● **WHAT TO WORK ON**:
Pictures are not part of the copy; retype all the records below exactly.

Saved entries:
※ ※ ※
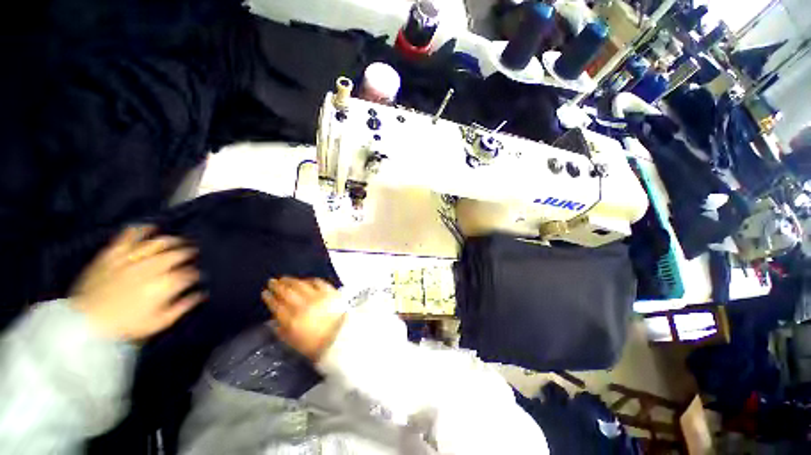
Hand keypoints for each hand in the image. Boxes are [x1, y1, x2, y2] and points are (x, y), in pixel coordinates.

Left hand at [71, 226, 202, 339]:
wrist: (86, 323)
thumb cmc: (126, 326)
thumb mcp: (160, 322)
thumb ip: (182, 306)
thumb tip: (200, 294)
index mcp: (164, 285)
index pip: (188, 274)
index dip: (194, 274)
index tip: (194, 276)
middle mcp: (151, 268)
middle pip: (176, 255)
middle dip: (187, 253)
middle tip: (191, 253)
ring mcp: (130, 260)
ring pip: (156, 243)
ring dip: (170, 240)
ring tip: (176, 240)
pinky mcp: (112, 255)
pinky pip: (127, 238)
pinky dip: (138, 231)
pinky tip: (148, 227)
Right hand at [262, 277, 344, 361]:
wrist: (342, 337)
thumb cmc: (318, 345)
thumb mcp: (295, 344)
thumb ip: (282, 332)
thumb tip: (273, 322)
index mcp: (292, 321)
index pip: (277, 306)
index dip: (269, 298)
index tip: (265, 293)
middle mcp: (303, 306)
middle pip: (287, 293)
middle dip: (277, 286)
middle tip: (272, 281)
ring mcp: (317, 297)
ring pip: (300, 285)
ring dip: (291, 281)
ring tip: (284, 278)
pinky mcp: (330, 292)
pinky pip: (317, 282)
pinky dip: (310, 280)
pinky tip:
※ ※ ※
● **ANSWER SECTION**:
Hand keypoints for each hand in the image. Boxes are [x1, y1, x2, y2] and points are (x, y), in pixel coordinates.

Left hand at [71, 226, 202, 339]:
wrist: (86, 323)
thumb cmc: (126, 326)
thumb mcp: (160, 322)
thumb ip: (182, 306)
thumb tip: (200, 294)
index mcp: (164, 285)
index pip: (188, 274)
index dip: (194, 274)
index tip: (194, 276)
middle mcp: (151, 268)
middle pip: (176, 255)
middle dip: (187, 253)
middle tip: (191, 253)
ring mcp: (130, 260)
ring pip: (156, 243)
ring dip: (170, 240)
ring tip: (176, 240)
pinky mcp: (112, 255)
pinky pip: (127, 238)
pinky dip: (138, 231)
pinky tip: (148, 227)
Right hand at [262, 277, 344, 361]:
wrist: (342, 337)
thumb cmc: (318, 345)
thumb mcp: (295, 344)
thumb ip: (282, 332)
thumb tip: (273, 322)
index mcp: (292, 321)
index pip: (277, 306)
index dip: (269, 298)
index tip: (265, 293)
middle mcp: (303, 306)
middle pip: (287, 293)
middle dip: (277, 286)
middle tip: (272, 281)
ring mcp: (317, 297)
ring pip: (300, 285)
ring dip: (291, 281)
ring tip: (284, 278)
pinky mcp: (330, 292)
pinky pip: (317, 282)
pinky dip: (310, 280)
pinky tip:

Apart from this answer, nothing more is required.